By LOUIS C. HOCHMAN
hochman@montclairlocal.news

Paul Burr will serve as Montclair Township's interim attorney for the next three months while the municipality launches a search for the next person to hold the role.

The township found itself without an attorney earlier this month when Ira Karasick stepped down, effective immediately, from the post he'd held for 11 years — the same day he apologized for making a racially insensitive remark to a Black housing official after a court hearing in September. He'll continue to get paid halfway into 2022, as a retiring employee on terminal vacation leave.

Councilman Bob Russo nominated Burr for the temporary role toward the end of a Township Council meeting late Tuesday night.

Mayor Sean Spiller suggested the township spend about two months collecting applications for its next attorney, with all members of the council receiving applications as they come in. Then, a yet-to-be-selected committee of council members would spend about a month narrowing the field.

Burr heads a firm on Orange Road in Montclair. He's practiced law for 28 years, according to a biography on his website. He has a bachelor's degree from Rutgers University and a law degree from the Cardozo School of Law in New York City.

While at Cardozo, he was a member of the Cardozo Arts and Entertainment Law Journal and the Black Asian Latin Law School Association, the biography states. He worked at a New York City real estate and civil litigation firm before starting his own practice in 1995.

He specializes in real estate, bankruptcy, municipal, wills and estates, business and family law, according to his site. He's also a certified New Jersey court-appointed mediator and arbitrator.

Burr was recognized as one of Morris & Essex Health & Life's top Essex County lawyers for 2019 and 2020.

The township attorney is one of just three Montclair employees who answer directly to the council — the others being the township manager and township clerk. The remainder report to the manager, who heads the municipal administration.

The township attorney's position subject to reappointment each year, typically in December for the coming calendar year. As Karasick stepped down at the start of December, it's unclear whether council members would have voted to continue his service into 2022.

For 2022, the position pays $149,348 under a township salary ordinance.

In November, the Township Council also hired an assistant township attorney, Gina DeVito. The township hadn't employed an assistant attorney since 2019, when the person then in that role, Joseph Angelo, became a municipal judge.
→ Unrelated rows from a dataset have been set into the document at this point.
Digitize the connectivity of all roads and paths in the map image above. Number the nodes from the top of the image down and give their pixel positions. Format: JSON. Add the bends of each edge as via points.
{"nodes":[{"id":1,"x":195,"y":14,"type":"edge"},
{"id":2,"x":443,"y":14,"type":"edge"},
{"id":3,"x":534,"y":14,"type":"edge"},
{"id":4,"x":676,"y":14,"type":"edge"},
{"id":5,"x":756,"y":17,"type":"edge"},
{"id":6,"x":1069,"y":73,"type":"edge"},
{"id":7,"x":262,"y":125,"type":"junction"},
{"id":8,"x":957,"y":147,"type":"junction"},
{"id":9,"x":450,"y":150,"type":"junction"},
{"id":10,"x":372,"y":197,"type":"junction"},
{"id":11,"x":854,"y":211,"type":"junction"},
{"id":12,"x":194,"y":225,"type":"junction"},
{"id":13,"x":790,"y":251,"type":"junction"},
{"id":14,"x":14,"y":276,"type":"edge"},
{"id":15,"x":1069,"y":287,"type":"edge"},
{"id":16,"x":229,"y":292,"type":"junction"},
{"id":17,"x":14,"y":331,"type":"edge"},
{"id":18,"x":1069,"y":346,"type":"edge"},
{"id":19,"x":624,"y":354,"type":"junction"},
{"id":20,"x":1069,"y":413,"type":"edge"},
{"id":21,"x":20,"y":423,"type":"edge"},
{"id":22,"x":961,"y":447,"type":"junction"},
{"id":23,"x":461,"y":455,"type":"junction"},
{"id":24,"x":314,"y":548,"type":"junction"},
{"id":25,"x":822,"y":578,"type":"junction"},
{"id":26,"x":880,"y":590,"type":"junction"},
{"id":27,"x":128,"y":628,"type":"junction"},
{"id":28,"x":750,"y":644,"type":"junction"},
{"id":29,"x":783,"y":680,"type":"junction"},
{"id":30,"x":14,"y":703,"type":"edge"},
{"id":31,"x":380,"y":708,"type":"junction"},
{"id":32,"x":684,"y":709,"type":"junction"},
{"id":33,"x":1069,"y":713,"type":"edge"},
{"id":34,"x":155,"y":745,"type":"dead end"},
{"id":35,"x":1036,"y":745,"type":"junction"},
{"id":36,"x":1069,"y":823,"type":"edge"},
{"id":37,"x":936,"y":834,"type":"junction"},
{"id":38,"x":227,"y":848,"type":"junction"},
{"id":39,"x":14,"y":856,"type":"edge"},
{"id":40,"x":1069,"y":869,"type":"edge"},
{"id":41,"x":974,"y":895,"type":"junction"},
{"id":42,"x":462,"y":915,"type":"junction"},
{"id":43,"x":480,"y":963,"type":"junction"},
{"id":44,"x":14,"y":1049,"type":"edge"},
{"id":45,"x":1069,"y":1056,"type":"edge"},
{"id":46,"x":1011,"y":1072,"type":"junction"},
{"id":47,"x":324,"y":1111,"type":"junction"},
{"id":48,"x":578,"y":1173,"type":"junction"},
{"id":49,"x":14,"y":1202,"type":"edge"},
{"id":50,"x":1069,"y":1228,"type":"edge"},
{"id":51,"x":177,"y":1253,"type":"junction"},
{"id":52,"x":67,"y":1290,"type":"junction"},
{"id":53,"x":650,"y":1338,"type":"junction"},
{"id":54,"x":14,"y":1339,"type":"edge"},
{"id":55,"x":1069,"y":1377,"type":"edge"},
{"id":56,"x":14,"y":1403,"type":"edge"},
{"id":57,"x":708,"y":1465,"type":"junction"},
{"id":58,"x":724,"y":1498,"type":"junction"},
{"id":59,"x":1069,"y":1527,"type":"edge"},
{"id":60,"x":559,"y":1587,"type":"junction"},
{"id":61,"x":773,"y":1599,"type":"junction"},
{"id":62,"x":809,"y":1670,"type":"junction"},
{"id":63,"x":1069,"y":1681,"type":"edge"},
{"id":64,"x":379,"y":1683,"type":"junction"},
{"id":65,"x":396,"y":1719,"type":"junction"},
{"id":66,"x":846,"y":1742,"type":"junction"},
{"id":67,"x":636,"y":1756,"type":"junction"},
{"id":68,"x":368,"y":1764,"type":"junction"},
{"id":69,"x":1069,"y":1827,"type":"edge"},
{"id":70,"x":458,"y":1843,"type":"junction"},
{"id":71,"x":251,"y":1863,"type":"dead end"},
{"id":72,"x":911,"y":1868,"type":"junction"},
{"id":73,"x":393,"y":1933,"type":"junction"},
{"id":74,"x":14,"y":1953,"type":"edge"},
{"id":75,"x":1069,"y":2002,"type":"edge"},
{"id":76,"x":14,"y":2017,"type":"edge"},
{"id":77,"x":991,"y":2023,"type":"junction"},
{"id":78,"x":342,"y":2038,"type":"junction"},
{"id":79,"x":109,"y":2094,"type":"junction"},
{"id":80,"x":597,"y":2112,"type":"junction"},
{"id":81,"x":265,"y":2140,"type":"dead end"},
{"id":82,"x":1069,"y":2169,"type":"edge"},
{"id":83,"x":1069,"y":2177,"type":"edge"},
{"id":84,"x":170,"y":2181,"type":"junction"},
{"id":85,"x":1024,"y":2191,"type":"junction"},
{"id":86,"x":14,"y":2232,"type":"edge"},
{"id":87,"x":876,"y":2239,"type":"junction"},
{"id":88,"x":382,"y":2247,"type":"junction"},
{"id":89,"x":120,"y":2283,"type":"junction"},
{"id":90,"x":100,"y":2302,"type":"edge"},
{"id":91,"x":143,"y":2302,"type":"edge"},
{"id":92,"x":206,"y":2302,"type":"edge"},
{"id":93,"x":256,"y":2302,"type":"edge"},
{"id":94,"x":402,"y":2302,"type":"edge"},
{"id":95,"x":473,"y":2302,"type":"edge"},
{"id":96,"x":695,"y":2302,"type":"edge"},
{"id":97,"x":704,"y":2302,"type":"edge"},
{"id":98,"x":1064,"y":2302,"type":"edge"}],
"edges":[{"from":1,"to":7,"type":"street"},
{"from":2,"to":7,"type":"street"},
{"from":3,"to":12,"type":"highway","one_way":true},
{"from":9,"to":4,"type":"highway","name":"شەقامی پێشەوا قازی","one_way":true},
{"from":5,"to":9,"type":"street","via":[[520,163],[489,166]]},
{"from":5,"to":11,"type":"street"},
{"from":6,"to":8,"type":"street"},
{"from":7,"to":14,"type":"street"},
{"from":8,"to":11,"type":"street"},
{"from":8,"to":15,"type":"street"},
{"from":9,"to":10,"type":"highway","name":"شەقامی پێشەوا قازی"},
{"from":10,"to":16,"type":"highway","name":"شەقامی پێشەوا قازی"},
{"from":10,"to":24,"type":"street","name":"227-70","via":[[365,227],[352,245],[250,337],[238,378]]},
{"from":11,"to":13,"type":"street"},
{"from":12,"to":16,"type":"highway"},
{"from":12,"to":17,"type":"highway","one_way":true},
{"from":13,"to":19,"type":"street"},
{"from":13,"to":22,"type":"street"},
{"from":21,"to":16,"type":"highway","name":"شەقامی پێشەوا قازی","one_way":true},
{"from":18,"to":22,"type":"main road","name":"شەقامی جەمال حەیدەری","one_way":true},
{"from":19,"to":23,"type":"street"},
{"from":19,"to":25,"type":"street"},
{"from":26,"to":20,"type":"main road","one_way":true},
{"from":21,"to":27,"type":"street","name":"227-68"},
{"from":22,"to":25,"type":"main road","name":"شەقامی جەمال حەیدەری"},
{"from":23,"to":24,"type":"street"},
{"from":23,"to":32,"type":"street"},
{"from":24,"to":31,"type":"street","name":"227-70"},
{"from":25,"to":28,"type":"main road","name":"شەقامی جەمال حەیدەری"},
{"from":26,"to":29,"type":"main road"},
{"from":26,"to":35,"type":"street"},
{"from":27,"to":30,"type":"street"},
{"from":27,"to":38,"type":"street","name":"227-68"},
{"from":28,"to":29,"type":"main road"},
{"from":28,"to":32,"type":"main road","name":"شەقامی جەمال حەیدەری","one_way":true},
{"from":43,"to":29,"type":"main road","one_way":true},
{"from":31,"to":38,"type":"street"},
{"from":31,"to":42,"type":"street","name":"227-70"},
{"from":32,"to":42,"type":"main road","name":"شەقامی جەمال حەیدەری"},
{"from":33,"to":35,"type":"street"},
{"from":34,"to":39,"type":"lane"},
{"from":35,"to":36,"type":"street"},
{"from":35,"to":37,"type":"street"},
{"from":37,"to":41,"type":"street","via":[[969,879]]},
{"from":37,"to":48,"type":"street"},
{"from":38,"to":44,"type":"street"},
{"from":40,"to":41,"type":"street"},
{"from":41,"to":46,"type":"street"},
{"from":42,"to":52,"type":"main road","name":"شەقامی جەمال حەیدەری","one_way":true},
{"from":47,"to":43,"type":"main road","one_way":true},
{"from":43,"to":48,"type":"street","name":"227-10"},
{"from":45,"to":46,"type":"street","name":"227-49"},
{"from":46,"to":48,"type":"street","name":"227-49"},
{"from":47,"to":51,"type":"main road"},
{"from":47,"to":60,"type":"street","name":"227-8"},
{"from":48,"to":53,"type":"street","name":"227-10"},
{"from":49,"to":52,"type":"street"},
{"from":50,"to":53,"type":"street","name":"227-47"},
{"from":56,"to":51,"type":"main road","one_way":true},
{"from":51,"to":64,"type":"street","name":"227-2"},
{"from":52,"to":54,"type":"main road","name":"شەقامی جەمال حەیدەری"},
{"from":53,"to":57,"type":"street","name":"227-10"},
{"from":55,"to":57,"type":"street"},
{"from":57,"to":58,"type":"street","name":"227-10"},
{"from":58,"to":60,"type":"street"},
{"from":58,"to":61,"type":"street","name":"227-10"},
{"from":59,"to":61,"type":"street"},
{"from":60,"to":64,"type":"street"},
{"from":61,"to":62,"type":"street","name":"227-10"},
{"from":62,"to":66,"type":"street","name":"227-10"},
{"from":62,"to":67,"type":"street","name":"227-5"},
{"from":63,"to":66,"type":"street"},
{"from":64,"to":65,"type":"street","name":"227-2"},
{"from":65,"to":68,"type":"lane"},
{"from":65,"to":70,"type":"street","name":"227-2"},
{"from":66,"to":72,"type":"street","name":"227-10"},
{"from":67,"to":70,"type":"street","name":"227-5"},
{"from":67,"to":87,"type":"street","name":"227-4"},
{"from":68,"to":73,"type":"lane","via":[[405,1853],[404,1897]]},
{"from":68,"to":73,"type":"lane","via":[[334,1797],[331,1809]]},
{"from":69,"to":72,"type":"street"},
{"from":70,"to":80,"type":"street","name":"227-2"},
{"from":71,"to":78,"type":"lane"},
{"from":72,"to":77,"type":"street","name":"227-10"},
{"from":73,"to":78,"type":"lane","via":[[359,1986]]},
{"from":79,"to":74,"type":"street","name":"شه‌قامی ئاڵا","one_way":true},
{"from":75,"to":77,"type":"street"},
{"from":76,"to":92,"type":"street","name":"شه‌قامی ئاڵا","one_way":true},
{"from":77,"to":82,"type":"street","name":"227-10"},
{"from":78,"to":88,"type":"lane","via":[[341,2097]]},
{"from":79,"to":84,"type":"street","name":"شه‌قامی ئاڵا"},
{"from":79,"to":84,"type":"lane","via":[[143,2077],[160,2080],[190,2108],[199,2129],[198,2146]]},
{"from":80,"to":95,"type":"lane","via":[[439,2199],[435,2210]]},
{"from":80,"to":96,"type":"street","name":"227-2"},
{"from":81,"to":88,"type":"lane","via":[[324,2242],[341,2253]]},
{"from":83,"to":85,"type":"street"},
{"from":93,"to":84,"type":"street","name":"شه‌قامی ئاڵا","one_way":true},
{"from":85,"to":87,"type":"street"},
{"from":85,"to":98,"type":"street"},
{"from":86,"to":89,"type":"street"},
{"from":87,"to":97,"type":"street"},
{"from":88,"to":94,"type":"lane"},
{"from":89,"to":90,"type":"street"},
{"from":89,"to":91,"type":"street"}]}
Karasick sent officials a letter Dec. 1 announcing he was immediately beginning his retirement, hours after he sent another letter apologizing for calling a Black housing official "three-fifths of a human." Karasick described the comment as an ill-conceived, insensitive joke. Though his letters didn't describe the comment itself, it has been described to Montclair Local by multiple people who heard it — made when he and a group of people in Trenton for a hearing about the township's rent control ordinance were entering an elevator with a capacity limit due to social distancing rules.

The comment was an apparent reference to the “three-fifths compromise,” an agreement between northern and southern states during the 1787 United States Constitutional Convention to count three-fifths of the slave population for determining representation in the House of Representatives.

Karasick will remain on the township's payroll, on terminal vacation leave, until July 1, 2022. By the end of that period, he'll have received about $86,000 in pay after stepping down.

In recent meetings, the council has heard from several members of the public — including members of the Montclair chapter of the NAACP, which first reported Karasick's comments to the council, prompting it to hire outside counsel to investigate the matter — asking for a formal apology from the governing body, noting Karasick was acting as an agent of the township the day he'd made the racially insensitive comment. Some asked for transparency into the investigation as well. No results of it have been made public, nor has any disciplinary action regarding Karasick.

Russo, in discussing Karasick's comment Tuesday night as he and his peers agreed to begin the search for a new attorney, said township officials "apologize for [the comment] profusely."